Eastern Dry Rocks: Located in the Sanctuary Preservation Area about six miles south of Key West, the Eastern Dry Rocks is easily accessible and a popular choice for both divers and snorkelers.

Along with the neighbouring Rock Key and Sand Key, the area is protected by rigorous environmental regulations designed to preserve the delicate ecosystem. These Florida coral reefs have the typical composition you’ll find elsewhere in the region, including rubble zones and long fingers of coral separated by deeper sand and coral canyons.  Subsequently, divers are not allowed to keep anything from the Sanctuary Preservation Areazone.

On the Southwestern end of the Eastern Dry Rocks lays an old galleon, which is nearly impossible to distinguish. Divers will find stone ballast with brass fittings.
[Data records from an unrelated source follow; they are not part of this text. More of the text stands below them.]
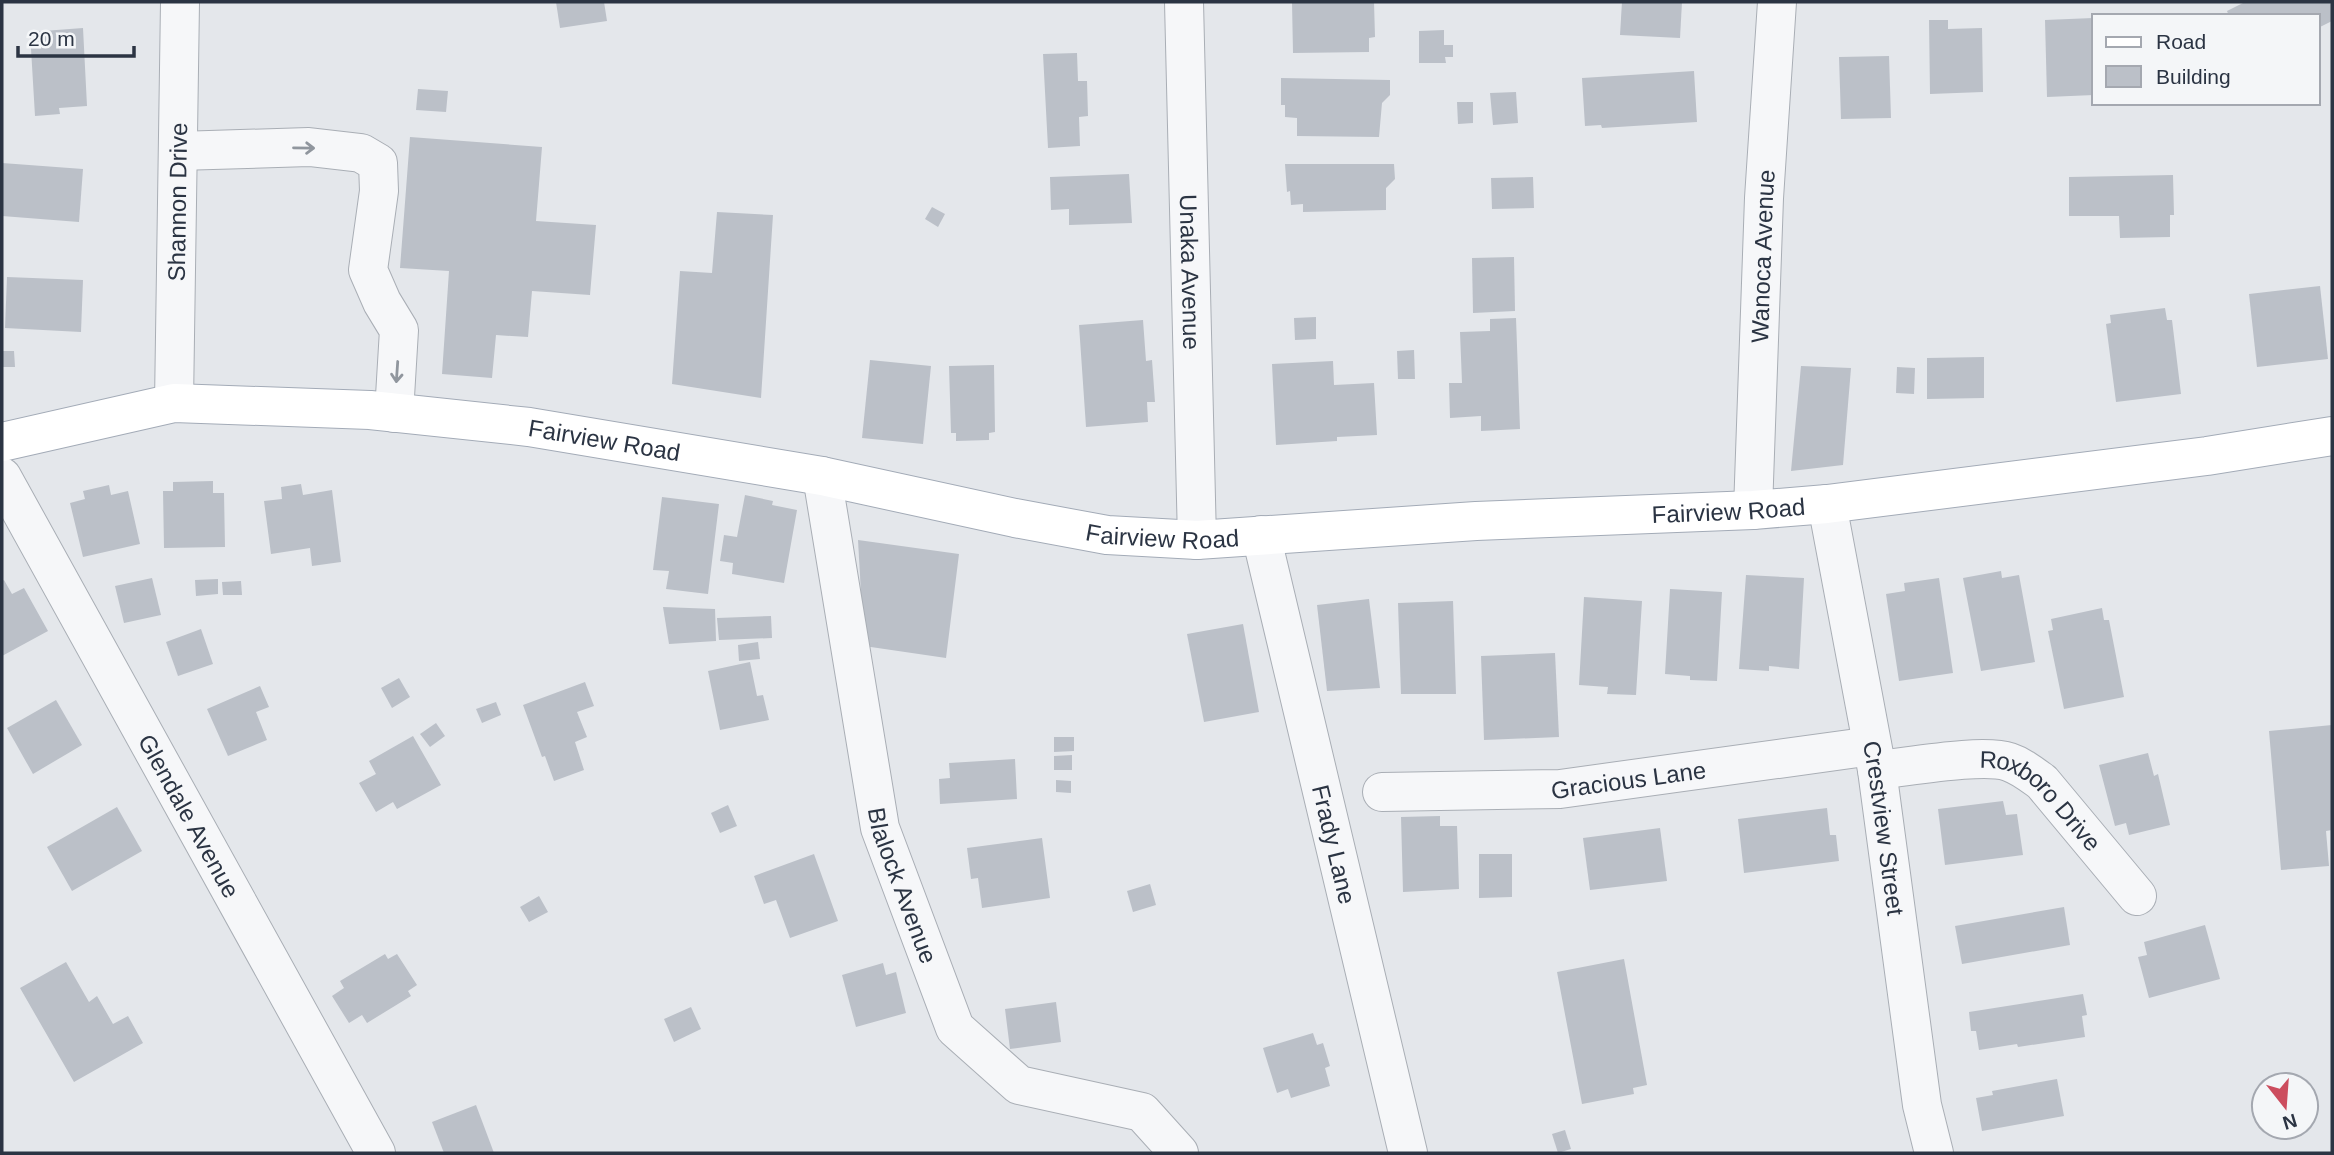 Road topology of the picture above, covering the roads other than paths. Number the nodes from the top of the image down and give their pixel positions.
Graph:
1 (180, 2) edge
2 (1184, 2) edge
3 (1777, 2) edge
4 (178, 151) junction
5 (174, 403) junction
6 (394, 413) junction
7 (2332, 436) edge
8 (2, 442) edge
9 (822, 476) junction
10 (2, 477) edge
11 (1827, 504) junction
12 (1753, 510) junction
13 (1261, 535) junction
14 (1197, 540) junction
15 (1875, 758) junction
16 (1382, 792) dead end
17 (2137, 895) dead end
18 (376, 1153) edge
19 (1179, 1153) edge
20 (1408, 1153) edge
21 (1934, 1153) edge

1 - 4 street, Shannon Drive
2 - 14 street, Unaka Avenue
3 - 12 street, Wanoca Avenue
4 - 5 street, Shannon Drive
4 -> 6 street
5 - 6 main road, Fairview Road
5 - 8 main road, Fairview Road
6 - 9 main road, Fairview Road
7 - 11 main road, Fairview Road
9 - 14 main road, Fairview Road
9 - 19 street, Blalock Avenue
10 - 18 street, Glendale Avenue
11 - 12 main road, Fairview Road
11 - 15 street, Crestview Street
12 - 13 main road, Fairview Road
13 - 14 main road, Fairview Road
13 - 20 street, Frady Lane
15 - 16 street, Gracious Lane
15 - 17 street, Roxboro Drive
15 - 21 street, Crestview Street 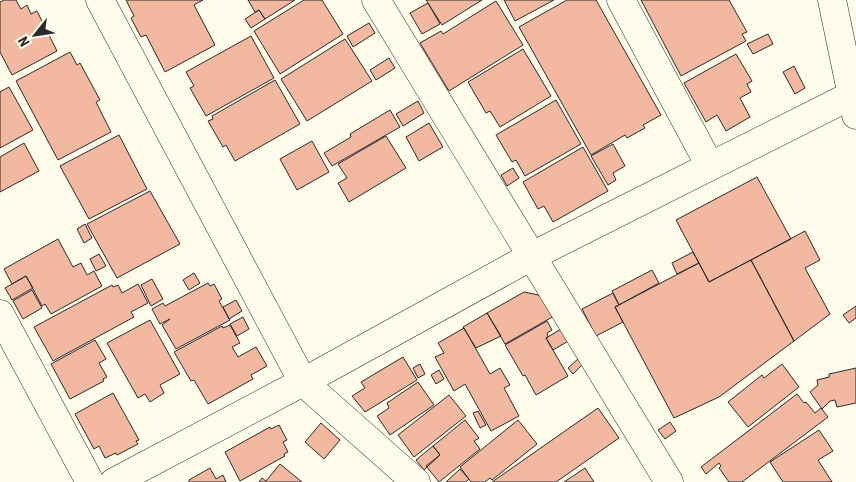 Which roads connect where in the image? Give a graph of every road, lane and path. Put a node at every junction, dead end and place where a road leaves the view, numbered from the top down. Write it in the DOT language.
graph roads {
  1 [pos="100,0"];
  2 [pos="376,0"];
  3 [pos="621,0"];
  4 [pos="832,0"];
  5 [pos="854,101"];
  6 [pos="710,166"];
  7 [pos="532,256"];
  8 [pos="0,314"];
  9 [pos="302,382"];
  10 [pos="402,478"];
  11 [pos="90,482"];
  12 [pos="114,482"];
  13 [pos="669,482"];
  1 -- 9 [label="street"];
  2 -- 7 [label="street"];
  3 -- 6 [label="street"];
  4 -- 5 [label="street"];
  5 -- 6 [label="street"];
  6 -- 7 [label="street"];
  7 -- 9 [label="street"];
  7 -- 13 [label="street"];
  8 -- 11 [label="street"];
  9 -- 10 [label="street"];
  9 -- 12 [label="street"];
}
This ship has and continues to produce artifacts. The enthusiastic and dedicated diver will be able to unveil some of these items. Large corals and lobsters are commonly seen in this area.

The crevices at Rock Key are deeper and wider than what is usually found at other coral reefs. These wider openings create the perfect hiding habitat for grouper, moray eel and other Florida fish. Over the centuries a number of different ships have wrecked upon these reefs. The LW Maxwell, Dwight and Nathaniel Kemball are just three vessels that wrecked in the mid-1800’s. Plus there was a Spanish ship of unknown name carrying tile that grounded here in the 1800’s.

The Eastern Dry Rocks offers visitors a chance to explore both sandy and coral reef areas, including medium-depth canyons. While depth for the area ranges from five to 35 feet, the site’s location relatively far off shore makes for crystal clear views across the spectrum. Additionally, the relatively limited depth, when coupled with a lack of major obstacles, makes the Eastern Dry Rocks suitable for divers and snorkelers of all levels.